Let’s talk about consequences for off-the-field behavior. Last week White Sox manager Ozzie Guillen used a derogatory term for homosexual to describe a Chicago sports writer. Major League Baseball has fined him and ordered him to attend sensitivity training. Guillen’s boss, White Sox Sr. Vice President/General Manager Ken Williams, discussed his frustration with Guillen on ESPN and publicly threatened to fire Guillen if he doesn’t clean up his act (this was not Guillen’s first public, insensitive, obnoxious outburst). Many baseball people thought that Guillen got off easy, that Major League Baseball should have suspended him for at least one game.

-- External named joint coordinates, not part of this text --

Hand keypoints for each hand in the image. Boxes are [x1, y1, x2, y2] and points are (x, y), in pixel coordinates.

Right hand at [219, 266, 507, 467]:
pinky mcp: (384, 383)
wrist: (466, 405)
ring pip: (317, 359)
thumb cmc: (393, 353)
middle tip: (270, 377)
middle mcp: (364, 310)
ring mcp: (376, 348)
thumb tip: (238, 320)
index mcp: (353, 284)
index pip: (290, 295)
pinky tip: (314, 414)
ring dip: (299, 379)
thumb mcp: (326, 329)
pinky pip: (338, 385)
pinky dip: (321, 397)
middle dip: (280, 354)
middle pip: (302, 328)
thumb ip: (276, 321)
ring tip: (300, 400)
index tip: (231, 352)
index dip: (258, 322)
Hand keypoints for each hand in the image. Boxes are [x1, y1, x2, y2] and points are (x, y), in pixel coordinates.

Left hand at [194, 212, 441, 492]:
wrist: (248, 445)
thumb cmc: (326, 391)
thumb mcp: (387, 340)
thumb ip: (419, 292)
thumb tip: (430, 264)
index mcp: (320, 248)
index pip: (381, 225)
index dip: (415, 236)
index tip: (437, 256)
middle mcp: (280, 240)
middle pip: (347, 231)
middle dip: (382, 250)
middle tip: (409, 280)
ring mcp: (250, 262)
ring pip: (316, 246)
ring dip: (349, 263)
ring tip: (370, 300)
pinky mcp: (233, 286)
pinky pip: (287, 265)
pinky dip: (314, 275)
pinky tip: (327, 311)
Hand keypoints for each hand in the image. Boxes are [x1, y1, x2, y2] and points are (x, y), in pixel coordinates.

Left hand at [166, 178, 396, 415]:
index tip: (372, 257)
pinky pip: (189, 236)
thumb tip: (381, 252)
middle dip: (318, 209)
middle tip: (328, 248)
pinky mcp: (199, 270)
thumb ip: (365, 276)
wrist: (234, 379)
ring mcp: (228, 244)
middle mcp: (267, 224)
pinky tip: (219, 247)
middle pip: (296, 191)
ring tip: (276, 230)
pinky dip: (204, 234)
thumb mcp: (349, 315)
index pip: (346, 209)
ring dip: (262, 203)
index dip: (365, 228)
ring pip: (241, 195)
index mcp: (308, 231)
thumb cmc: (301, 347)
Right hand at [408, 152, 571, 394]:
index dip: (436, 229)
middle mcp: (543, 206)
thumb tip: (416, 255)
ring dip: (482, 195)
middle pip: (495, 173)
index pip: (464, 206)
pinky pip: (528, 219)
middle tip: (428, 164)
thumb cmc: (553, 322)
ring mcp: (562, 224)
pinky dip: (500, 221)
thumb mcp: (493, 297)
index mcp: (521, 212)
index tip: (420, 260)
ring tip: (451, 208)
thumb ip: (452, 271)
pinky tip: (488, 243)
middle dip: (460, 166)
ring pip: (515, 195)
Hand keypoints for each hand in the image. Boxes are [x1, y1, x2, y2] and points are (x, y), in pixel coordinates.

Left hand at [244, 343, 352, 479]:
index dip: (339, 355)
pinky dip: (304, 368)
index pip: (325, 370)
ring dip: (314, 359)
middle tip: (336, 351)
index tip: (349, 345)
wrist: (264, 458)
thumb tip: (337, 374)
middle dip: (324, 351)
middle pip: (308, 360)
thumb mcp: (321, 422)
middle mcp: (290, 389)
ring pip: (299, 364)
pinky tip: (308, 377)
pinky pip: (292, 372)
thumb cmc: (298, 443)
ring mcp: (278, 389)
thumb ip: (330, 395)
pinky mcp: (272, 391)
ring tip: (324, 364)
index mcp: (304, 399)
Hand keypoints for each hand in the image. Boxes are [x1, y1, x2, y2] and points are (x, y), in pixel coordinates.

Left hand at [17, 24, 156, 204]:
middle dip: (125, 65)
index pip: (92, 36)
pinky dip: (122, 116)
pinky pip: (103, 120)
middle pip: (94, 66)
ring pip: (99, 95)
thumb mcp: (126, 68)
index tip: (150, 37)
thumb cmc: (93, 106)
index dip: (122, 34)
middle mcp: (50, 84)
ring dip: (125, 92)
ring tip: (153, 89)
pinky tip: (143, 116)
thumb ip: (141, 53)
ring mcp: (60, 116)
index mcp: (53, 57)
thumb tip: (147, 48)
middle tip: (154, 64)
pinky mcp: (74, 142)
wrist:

On the other hand Brett Myers, who hit his wife in public and was arrested, was neither sanctioned nor reprimanded by either the Phillies or Major League Baseball. Rather, he was given the ball and the starting pitching assignment for a nationally televised game on Saturday against the Boston Red Sox.
Do we really believe that Brett Myers requested this leave, or rather that this too-little-too-late move was laid down by a Phillies management team responding to the thunderous public disapproval of their immoral inaction? Either way, it makes no difference. The Phillies lost their opportunity to do the right thing when they put the ball in Myers’ hand on Saturday afternoon – and with that they lost any shred of dignity they had.
When I first heard about it I wondered if perhaps this may not be all that it seems. Then I heard an eye-witness this morning and the words open handed slap, and pulled hair were used. Nope, there isn’t more than it appears.